What needs to be done
Would you please print the data a second time, exactly as it stands?

Stored items:
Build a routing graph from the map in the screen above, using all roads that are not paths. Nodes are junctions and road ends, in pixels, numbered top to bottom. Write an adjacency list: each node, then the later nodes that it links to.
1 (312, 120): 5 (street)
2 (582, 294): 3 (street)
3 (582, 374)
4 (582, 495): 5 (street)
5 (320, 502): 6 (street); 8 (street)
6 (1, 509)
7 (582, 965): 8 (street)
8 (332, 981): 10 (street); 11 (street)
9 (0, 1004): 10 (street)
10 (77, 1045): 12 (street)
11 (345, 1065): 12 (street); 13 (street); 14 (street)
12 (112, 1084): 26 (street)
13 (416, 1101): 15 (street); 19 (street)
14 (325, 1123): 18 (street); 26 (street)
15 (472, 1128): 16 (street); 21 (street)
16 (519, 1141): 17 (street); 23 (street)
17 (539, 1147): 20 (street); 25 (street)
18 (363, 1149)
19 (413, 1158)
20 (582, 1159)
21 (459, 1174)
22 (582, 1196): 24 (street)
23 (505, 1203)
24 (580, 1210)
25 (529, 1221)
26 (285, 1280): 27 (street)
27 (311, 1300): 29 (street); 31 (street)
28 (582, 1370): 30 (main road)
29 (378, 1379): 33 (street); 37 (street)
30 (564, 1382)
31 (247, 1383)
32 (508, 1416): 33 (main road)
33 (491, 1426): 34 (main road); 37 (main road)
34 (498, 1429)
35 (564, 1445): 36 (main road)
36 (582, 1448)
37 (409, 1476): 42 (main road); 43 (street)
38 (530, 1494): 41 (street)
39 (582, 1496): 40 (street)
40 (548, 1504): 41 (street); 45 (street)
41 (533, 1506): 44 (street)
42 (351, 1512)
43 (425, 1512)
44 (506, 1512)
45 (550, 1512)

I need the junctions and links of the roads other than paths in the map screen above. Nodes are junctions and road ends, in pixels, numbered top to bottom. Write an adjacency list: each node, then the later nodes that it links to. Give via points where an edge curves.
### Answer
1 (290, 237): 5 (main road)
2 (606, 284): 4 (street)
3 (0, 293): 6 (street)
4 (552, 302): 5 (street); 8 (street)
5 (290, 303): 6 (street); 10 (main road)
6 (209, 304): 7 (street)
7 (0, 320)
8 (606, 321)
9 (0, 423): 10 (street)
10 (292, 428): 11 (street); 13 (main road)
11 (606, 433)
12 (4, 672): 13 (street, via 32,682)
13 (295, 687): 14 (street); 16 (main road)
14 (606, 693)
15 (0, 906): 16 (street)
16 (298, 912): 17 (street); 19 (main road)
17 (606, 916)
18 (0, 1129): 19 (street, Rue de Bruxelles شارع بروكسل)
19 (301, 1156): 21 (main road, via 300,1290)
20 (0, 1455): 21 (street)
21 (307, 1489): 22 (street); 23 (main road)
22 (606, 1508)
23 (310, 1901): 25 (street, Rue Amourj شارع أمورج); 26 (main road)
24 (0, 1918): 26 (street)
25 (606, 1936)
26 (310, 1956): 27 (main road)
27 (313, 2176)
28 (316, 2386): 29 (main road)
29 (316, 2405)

Solution to this exercise
Build a routing graph from the map in the screen above, using all roads that are not paths. Nodes are junctions and road ends, in pixels, numbered top to bottom. Write an adjacency list: each node, then the later nodes that it links to.
1 (312, 120): 5 (street)
2 (582, 294): 3 (street)
3 (582, 374)
4 (582, 495): 5 (street)
5 (320, 502): 6 (street); 8 (street)
6 (1, 509)
7 (582, 965): 8 (street)
8 (332, 981): 10 (street); 11 (street)
9 (0, 1004): 10 (street)
10 (77, 1045): 12 (street)
11 (345, 1065): 12 (street); 13 (street); 14 (street)
12 (112, 1084): 26 (street)
13 (416, 1101): 15 (street); 19 (street)
14 (325, 1123): 18 (street); 26 (street)
15 (472, 1128): 16 (street); 21 (street)
16 (519, 1141): 17 (street); 23 (street)
17 (539, 1147): 20 (street); 25 (street)
18 (363, 1149)
19 (413, 1158)
20 (582, 1159)
21 (459, 1174)
22 (582, 1196): 24 (street)
23 (505, 1203)
24 (580, 1210)
25 (529, 1221)
26 (285, 1280): 27 (street)
27 (311, 1300): 29 (street); 31 (street)
28 (582, 1370): 30 (main road)
29 (378, 1379): 33 (street); 37 (street)
30 (564, 1382)
31 (247, 1383)
32 (508, 1416): 33 (main road)
33 (491, 1426): 34 (main road); 37 (main road)
34 (498, 1429)
35 (564, 1445): 36 (main road)
36 (582, 1448)
37 (409, 1476): 42 (main road); 43 (street)
38 (530, 1494): 41 (street)
39 (582, 1496): 40 (street)
40 (548, 1504): 41 (street); 45 (street)
41 (533, 1506): 44 (street)
42 (351, 1512)
43 (425, 1512)
44 (506, 1512)
45 (550, 1512)

I need the junctions and links of the roads other than paths in the map screen above. Nodes are junctions and road ends, in pixels, numbered top to bottom. Write an adjacency list: each node, then the later nodes that it links to. Give via points where an edge curves.
### Answer
1 (290, 237): 5 (main road)
2 (606, 284): 4 (street)
3 (0, 293): 6 (street)
4 (552, 302): 5 (street); 8 (street)
5 (290, 303): 6 (street); 10 (main road)
6 (209, 304): 7 (street)
7 (0, 320)
8 (606, 321)
9 (0, 423): 10 (street)
10 (292, 428): 11 (street); 13 (main road)
11 (606, 433)
12 (4, 672): 13 (street, via 32,682)
13 (295, 687): 14 (street); 16 (main road)
14 (606, 693)
15 (0, 906): 16 (street)
16 (298, 912): 17 (street); 19 (main road)
17 (606, 916)
18 (0, 1129): 19 (street, Rue de Bruxelles شارع بروكسل)
19 (301, 1156): 21 (main road, via 300,1290)
20 (0, 1455): 21 (street)
21 (307, 1489): 22 (street); 23 (main road)
22 (606, 1508)
23 (310, 1901): 25 (street, Rue Amourj شارع أمورج); 26 (main road)
24 (0, 1918): 26 (street)
25 (606, 1936)
26 (310, 1956): 27 (main road)
27 (313, 2176)
28 (316, 2386): 29 (main road)
29 (316, 2405)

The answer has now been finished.